Da dove viene questa sua voglia di uscire dalle righe e dai canoni di un cinema italiano più classico?
Giancarlo Giannini: Avevo voglia di dar vita a qualcosa che non seguisse le regole, forse perché avendole seguite per tanto tampo ora sentivo il bisogno di essere libero. Personalmente il cinema lo vedo come divertimento e per una volta mi sono cimentato in un qualcosa di inclassificabile, di non lineare, di assolutamente visionario.
Silvia De Santis: Diciamo che sono stata fortunata a trovarmi nel posto giusto al momento giusto, avevo già lavorato con Giancarlo e in più possedevo due requisiti necessari, l'essere in grado di recitare in presa diretta in inglese e saper suonare il pianoforte, e io sapevo fare tutte e due le cose. La prima lettura del copione mi ha molto stimolata come anche la presenza di F. Murray Abraham, un attore che trovo davvero straordinario. Il film si incentra molto sul rapporto ambiguo tra il cacciatore e la sua preda e su tutte le sfumature psicologiche del caso, come ha lavorato sui personaggi per rendere al meglio questo scambio?
Giancarlo Giannini: Ho la fortuna di insegnare recitazione al Centro Sperimentale di Cinematografia e mi piace molto raccontare loro i segreti del mio mestiere. Devo dire che nel film ho impostato su me stesso e su Silvia un tipo di recitazione particolare che io amo definire asincrona. Nel film non è infatti la battuta ad essere efficace ma è il sottotesto della battuta a colpire lo spettatore, ho cercato di inserire forme di asincronismo anche nella sceneggiatura e nella colonna sonora soprattutto per quel che riguarda le scene di 'caccia' nelle quali non c'è quasi mai l'accoppiamento musicale che ci si aspetta durante l'azione.
Che consigli ha dato a Silvia De Santis su come impostare il suo personaggio nei momenti più intensi?

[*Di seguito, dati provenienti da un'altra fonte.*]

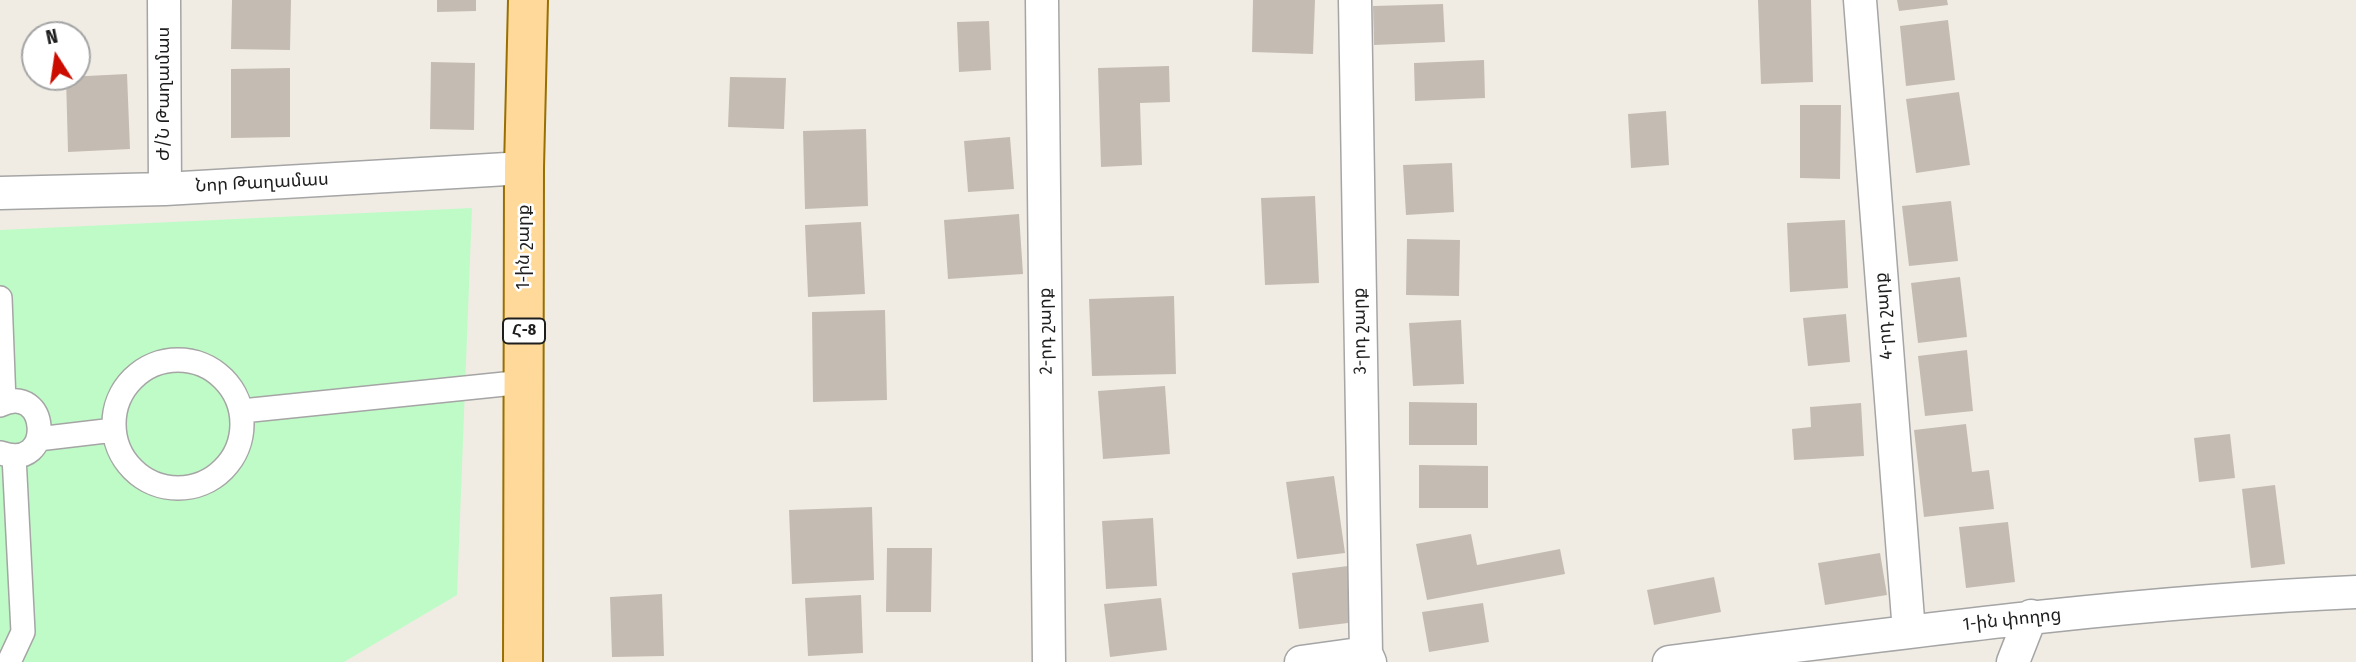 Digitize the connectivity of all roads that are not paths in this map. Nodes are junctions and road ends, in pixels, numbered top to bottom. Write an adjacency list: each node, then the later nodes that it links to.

Giancarlo Giannini: Silvia ha seguito i miei consigli molto diligentemente, avevo già lavorato con lei nel film Vuoti a perdere (diretto da Massimo Costa nel 1998 ndr.) e avevo già avuto modo di conoscerla. Mi piaceva che il suo personaggio avesse questo mondo strano di essere, quasi di vivere in un mondo tutto suo, mi piaceva anche che vivesse da sola, che suonasse il pianoforte e cercasse di sedurre la sua preda lasciandosi poi coinvolgere sentimentalmente in una spirale di follia. Helena ha un rapporto molto affascinante con la musica, col suono e con la vita, quasi mistico.
Giancarlo Giannini: La mia è stata una ricerca istintiva dell'immagine, ho disegnato inquadratura per inquadratura tutto il film proprio per cercare di capire come metterlo in scena, ho adottato un modo diverso di lavorare rispetto al solito, d'altronde io sono fatto così, amo andare controcorrente... Ti ho cercata in tutti i necrologi è un film pieno di sottotesti, sia narrativi che figurativi, e stupisce che dietro e davanti la macchina da presa ci sia un autore in pausa di riflessione da ben venticinque anni...

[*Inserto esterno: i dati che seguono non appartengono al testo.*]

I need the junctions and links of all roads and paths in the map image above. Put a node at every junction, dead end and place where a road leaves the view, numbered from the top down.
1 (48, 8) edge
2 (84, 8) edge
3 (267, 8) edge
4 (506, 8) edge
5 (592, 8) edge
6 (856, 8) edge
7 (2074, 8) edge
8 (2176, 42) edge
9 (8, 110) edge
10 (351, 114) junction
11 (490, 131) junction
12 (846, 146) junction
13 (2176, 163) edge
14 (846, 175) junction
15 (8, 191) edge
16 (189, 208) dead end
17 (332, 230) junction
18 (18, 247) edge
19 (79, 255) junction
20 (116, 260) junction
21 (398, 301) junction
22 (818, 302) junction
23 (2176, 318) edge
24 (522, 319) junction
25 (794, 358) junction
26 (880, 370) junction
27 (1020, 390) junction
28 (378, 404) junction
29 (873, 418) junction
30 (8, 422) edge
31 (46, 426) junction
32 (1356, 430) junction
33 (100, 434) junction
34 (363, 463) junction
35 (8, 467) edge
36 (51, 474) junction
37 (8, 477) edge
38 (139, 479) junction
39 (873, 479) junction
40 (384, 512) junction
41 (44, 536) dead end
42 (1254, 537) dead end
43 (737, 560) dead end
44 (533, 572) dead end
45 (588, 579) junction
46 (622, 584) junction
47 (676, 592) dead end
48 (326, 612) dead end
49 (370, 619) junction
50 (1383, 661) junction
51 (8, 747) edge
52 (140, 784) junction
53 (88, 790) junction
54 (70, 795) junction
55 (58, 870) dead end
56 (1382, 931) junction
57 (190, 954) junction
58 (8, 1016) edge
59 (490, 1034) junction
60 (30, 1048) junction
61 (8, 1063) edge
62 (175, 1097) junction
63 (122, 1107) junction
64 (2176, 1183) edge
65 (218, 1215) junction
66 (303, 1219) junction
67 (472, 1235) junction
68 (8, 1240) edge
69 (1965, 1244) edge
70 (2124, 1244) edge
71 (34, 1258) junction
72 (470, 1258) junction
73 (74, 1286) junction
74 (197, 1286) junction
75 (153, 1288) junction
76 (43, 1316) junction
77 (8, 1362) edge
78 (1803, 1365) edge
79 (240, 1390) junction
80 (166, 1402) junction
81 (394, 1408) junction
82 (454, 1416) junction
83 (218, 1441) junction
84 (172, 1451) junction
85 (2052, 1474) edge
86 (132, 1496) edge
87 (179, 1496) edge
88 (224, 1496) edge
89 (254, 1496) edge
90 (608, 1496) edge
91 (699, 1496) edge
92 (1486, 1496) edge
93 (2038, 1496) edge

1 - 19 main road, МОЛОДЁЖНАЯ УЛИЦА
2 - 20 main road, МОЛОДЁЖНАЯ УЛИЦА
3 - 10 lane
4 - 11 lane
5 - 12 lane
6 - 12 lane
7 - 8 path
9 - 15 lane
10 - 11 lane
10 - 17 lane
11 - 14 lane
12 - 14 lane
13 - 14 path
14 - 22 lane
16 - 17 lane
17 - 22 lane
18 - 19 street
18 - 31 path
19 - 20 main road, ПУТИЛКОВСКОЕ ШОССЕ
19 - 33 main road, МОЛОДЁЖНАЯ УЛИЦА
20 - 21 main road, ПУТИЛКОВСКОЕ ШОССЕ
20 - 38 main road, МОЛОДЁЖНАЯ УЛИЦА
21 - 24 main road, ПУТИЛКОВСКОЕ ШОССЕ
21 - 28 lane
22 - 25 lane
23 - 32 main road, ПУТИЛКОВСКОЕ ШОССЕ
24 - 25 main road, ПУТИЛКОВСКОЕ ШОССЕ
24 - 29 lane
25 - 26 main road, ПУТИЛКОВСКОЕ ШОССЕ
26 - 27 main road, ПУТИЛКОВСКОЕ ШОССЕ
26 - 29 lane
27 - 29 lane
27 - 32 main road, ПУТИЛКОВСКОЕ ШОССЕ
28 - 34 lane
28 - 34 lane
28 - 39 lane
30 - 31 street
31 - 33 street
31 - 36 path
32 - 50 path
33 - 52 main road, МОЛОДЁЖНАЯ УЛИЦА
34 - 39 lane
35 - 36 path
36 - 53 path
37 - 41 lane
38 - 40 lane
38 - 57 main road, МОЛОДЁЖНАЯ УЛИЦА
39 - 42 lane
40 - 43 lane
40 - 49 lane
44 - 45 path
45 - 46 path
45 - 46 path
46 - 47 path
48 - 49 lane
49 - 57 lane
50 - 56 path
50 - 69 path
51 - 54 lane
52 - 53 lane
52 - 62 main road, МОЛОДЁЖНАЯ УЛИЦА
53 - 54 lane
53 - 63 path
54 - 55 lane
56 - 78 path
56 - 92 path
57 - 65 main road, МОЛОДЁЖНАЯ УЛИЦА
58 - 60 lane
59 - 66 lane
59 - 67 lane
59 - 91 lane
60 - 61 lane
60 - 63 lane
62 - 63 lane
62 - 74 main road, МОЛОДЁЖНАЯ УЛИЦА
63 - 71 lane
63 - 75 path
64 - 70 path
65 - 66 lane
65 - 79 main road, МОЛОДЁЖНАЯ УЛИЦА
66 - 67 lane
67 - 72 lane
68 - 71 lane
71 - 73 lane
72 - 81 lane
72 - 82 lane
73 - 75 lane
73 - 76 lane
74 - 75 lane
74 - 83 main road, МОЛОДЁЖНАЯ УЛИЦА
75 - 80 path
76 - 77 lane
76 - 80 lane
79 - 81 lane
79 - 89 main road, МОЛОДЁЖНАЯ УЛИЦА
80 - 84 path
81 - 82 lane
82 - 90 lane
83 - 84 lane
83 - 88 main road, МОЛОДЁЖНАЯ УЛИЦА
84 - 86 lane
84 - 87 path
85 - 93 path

Giancarlo Giannini: Il film racchiude la libertà e il piacere di fare cinema, è un'opera molto aperta che è frutto di una lunga esperienza sul campo e di una grande passione per il cinema di geni indiscussi come Kubrick, Fellini e Kurosawa e per film come Giungla d'asfalto, un esempio da studiare nelle scuole per chi vuole fare cinema. Negli anni fai tesoro delle cose che ti hanno emozionato per poi sfruttarle al meglio quando arriva il momento.
Ci sono già trattative per vendere il film all'estero?

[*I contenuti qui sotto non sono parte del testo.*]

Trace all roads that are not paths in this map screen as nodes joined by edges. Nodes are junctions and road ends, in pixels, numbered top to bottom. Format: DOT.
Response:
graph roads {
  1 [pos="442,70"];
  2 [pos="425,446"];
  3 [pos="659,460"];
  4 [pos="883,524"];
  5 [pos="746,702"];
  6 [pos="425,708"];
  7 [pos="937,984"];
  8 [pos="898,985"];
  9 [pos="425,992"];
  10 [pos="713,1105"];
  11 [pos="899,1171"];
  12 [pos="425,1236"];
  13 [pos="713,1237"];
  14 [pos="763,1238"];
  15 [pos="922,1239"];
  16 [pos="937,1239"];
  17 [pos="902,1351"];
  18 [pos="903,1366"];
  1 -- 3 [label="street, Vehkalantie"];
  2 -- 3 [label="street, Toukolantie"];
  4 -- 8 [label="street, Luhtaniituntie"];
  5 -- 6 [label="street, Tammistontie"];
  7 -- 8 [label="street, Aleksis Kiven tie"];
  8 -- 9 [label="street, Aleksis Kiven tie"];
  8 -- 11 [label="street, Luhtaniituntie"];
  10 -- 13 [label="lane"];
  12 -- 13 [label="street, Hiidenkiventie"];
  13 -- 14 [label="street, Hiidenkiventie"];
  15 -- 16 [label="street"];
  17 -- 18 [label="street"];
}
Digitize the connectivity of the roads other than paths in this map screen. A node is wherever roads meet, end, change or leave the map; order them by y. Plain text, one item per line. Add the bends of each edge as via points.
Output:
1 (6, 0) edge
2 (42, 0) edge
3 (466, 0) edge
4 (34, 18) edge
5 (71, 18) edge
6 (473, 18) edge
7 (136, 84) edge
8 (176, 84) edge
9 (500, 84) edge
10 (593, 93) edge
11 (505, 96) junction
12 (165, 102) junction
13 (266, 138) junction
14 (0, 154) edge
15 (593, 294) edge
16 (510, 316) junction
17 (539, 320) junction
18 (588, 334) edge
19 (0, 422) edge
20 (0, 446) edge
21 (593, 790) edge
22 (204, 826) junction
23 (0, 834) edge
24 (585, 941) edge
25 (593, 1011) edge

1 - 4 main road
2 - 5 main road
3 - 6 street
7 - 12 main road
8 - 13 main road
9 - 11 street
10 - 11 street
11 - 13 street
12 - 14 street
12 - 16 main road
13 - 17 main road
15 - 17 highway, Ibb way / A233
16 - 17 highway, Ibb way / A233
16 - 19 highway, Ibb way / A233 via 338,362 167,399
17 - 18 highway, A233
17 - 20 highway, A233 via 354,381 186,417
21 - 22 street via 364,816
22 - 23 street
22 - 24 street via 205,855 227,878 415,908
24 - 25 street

Giancarlo Giannini: Sono in corso trattative per il Sud America e porteremo il mese prossimo il film al Festival di Shanghai, vediamo cosa esce fuori con i cinesi (ride). Potrebbe piacere anche ai tedeschi però...
E in Canada?
Giancarlo Giannini: Sul Canada ci metterei una croce sopra. Era pattuita una co-produzione con loro per il 30% del budget ma alla fine mi sono ritrovato a dover supplire con i miei soldi alla mancanza di denaro che avevano deciso di investire loro e che non è mai arrivato. Sono stato truffato e per questa cosa non ci dormo la notte ma il film era mio e volevo che arrivasse in sala a tutti i costi nonostante il ripensamento dei canadesi che mi spinse all'inizio ad ambientare il film nei dintorni di Toronto.
Giancarlo Giannini: Nella mia carriera ho sempre fatto film coraggiosi, non mi piacciono le cose facili. Io vivo la vita nel suo divenire e non mi pongo limiti, quando mi propongono una storia se mi piace la faccio, non vorrei banalizzare tutto il discorso parlando di incassi e di box office, spero solo che possa piacere alla gente e che la mia idea possa essere in grado di comunicare qualcosa. Ho lavorato per anni in teatro a stretto contatto con il pubblico ma al cinema è diverso, qui lavori per il pubblico del mondo, confido nel passaparola. La realtà è che molti cinema stanno chiudendo e non so dove andremo a finire, so soltanto che mi piace interagire con l'immagine e mi piace anche l'idea che le giovani generazioni lo faranno in un modo del tutto diverso dal mio.